All in all, it looks like ameghinornithids might have lived like guans, curassows and other tropical galliforms, but it’s also been noted that they’re similar in some respects (like tarsometatarsal morphology) to the trumpeters [Grey-backed trumpeter Psophia crepitans shown here, from wikipedia]. Guans, chachalacas and trumpeters are all omnivorous generalists that eat plants and small animals, and at the moment I think it’s reasonable to imagine this sort of lifestyle for the ameghinornithids. Peters (2007) wrote that ameghinornithid foot claws are ‘powerful’ and ‘raptor-like’. To me, they don’t look as slender and curved as do the foot claws of many raptors, but again this observation is, well, just an observation and proper work on claw curvature and so on remains to be done. In fact a detailed comparative analysis of these birds is still lacking, and I’ve only scratched the surface here. There don’t appear to be any good ameghinornithid life restorations kicking around – there’s something on wikipedia but I can’t say I think very highly of it.
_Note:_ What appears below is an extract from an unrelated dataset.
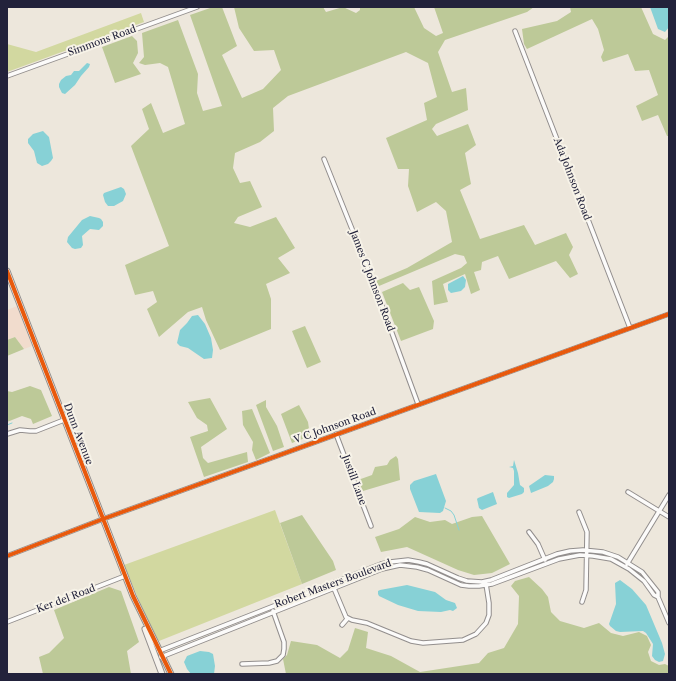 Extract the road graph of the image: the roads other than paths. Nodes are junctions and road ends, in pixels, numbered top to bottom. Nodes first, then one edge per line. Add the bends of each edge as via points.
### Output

Yet again, what was meant to be a brief aside of a few hundred words has grown into a full article. This means that I still haven’t finished the phorusrhacid stuff – more soon…
Refs – –
Alvarenga, H. M. F. & Höfling, E. 2003. Systematic revision of the Phorusrhacidae (Aves: Ralliformes). Papéis Avulsos de Zoologia, Museu de Zoologia da Universidade de São Paulo 43, 55-91.
Mayr, G. 2005. “Old World phorusrhacids” (Aves, Phorusrhacidae): a new look at Strigogyps (“Aenigmavis“) sapea (Peters 1987). PaleoBios 25, 11-16.
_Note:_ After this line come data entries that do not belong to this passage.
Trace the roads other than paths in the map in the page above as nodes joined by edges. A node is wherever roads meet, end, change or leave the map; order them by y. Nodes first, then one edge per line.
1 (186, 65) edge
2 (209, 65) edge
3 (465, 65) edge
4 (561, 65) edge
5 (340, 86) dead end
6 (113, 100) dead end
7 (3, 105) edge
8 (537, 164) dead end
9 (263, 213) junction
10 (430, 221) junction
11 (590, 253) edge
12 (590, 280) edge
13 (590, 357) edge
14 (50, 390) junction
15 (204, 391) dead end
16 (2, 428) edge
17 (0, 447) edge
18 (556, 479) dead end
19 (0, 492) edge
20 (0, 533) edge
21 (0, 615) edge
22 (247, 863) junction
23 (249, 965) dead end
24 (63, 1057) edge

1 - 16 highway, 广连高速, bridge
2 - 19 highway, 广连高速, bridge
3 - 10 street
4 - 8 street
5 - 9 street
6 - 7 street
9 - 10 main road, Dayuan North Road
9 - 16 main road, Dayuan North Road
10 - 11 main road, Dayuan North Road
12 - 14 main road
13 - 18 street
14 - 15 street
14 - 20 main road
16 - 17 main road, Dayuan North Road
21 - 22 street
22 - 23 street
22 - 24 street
– . 2007. Synonymy and actual affinities of the putative Middle Eocene “New World vulture” Eocathartes Lambrecht, 1935 and “hornbill” Geiseloceros Lambrecht, 1935 (Aves, Ameghinornithidae). Paläontologische Zeitschrift 81, 457-462.
Mourer-Chauviré, C. 1981. Première indication de la présence de Phorusrhacidés, famille d’oiseaux géants d’Amérique du Sud, dans le Tertaire européen: Ameghinornis nov. gen. (Aves, Ralliformes) des Phosphorites du Quercy, France. Géobios 14, 637-647.
Olson, S. L. 1985. The fossil record of birds. In Avian Biology, Volume III, pp. 79-238.
Peters, D. S. 2007. The fossil family Ameghinornithidae (Mourer-Chauviré 1981): a short synopsis. Journal of Ornithology 148, 25-28.
– . & Storch, G. 1993. South American relationships of Messel birds and mammals. Kaupia 3, 263-269.